Exercise details:
Reproduce the entries word for word but drop every picture.

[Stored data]
—————

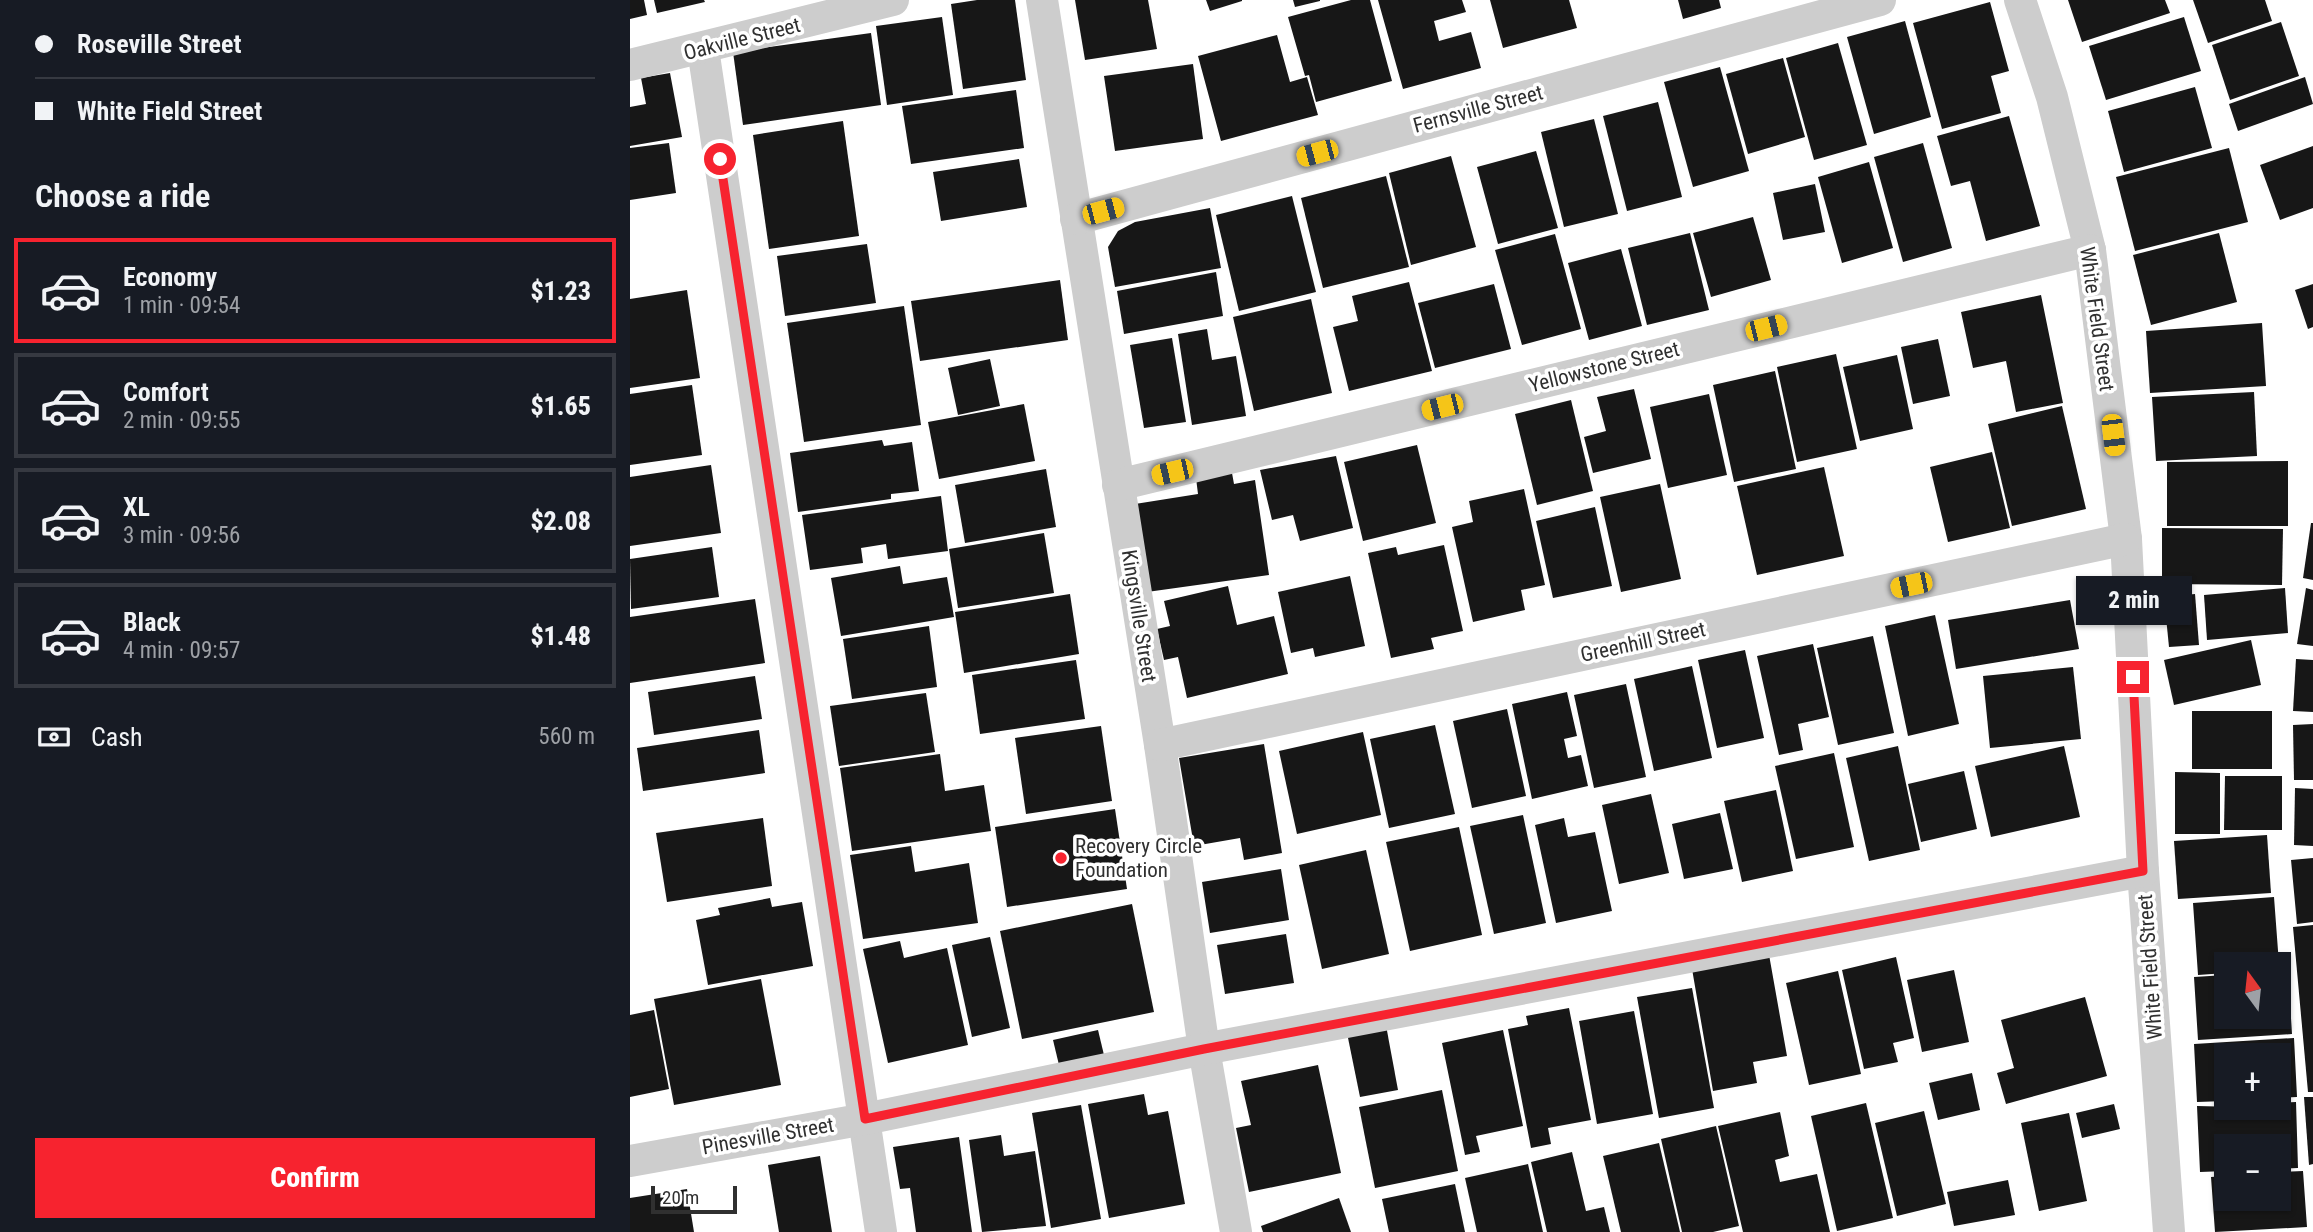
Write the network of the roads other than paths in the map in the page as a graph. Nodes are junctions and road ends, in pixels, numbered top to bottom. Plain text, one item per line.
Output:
1 (893, 0) edge
2 (1042, 0) edge
3 (1880, 0) edge
4 (2020, 0) edge
5 (703, 49) junction
6 (630, 65) edge
7 (1076, 219) junction
8 (2090, 250) junction
9 (1118, 485) junction
10 (2126, 539) junction
11 (1160, 745) junction
12 (2143, 871) junction
13 (1204, 1049) junction
14 (865, 1119) junction
15 (630, 1161) edge
16 (881, 1232) edge
17 (1236, 1232) edge
18 (2169, 1232) edge

1 - 5 street, Oakville Street
2 - 7 street, Kingsville Street
3 - 7 street, Fernsville Street
4 - 8 street, White Field Street
5 - 6 street, Oakville Street
5 - 14 street
7 - 9 street, Kingsville Street
8 - 9 street, Yellowstone Street
8 - 10 street, White Field Street
9 - 11 street, Kingsville Street
10 - 11 street, Greenhill Street
10 - 12 street, White Field Street
11 - 13 street, Kingsville Street
12 - 13 street, Pinesville Street
12 - 18 street, White Field Street
13 - 14 street, Pinesville Street
13 - 17 street, Kingsville Street
14 - 15 street, Pinesville Street
14 - 16 street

—————

Your solution:
Write the network of the roads other than paths in the map in the page as a graph. Nodes are junctions and road ends, in pixels, numbered top to bottom. Plain text, one item per line.
Output:
1 (893, 0) edge
2 (1042, 0) edge
3 (1880, 0) edge
4 (2020, 0) edge
5 (703, 49) junction
6 (630, 65) edge
7 (1076, 219) junction
8 (2090, 250) junction
9 (1118, 485) junction
10 (2126, 539) junction
11 (1160, 745) junction
12 (2143, 871) junction
13 (1204, 1049) junction
14 (865, 1119) junction
15 (630, 1161) edge
16 (881, 1232) edge
17 (1236, 1232) edge
18 (2169, 1232) edge

1 - 5 street, Oakville Street
2 - 7 street, Kingsville Street
3 - 7 street, Fernsville Street
4 - 8 street, White Field Street
5 - 6 street, Oakville Street
5 - 14 street
7 - 9 street, Kingsville Street
8 - 9 street, Yellowstone Street
8 - 10 street, White Field Street
9 - 11 street, Kingsville Street
10 - 11 street, Greenhill Street
10 - 12 street, White Field Street
11 - 13 street, Kingsville Street
12 - 13 street, Pinesville Street
12 - 18 street, White Field Street
13 - 14 street, Pinesville Street
13 - 17 street, Kingsville Street
14 - 15 street, Pinesville Street
14 - 16 street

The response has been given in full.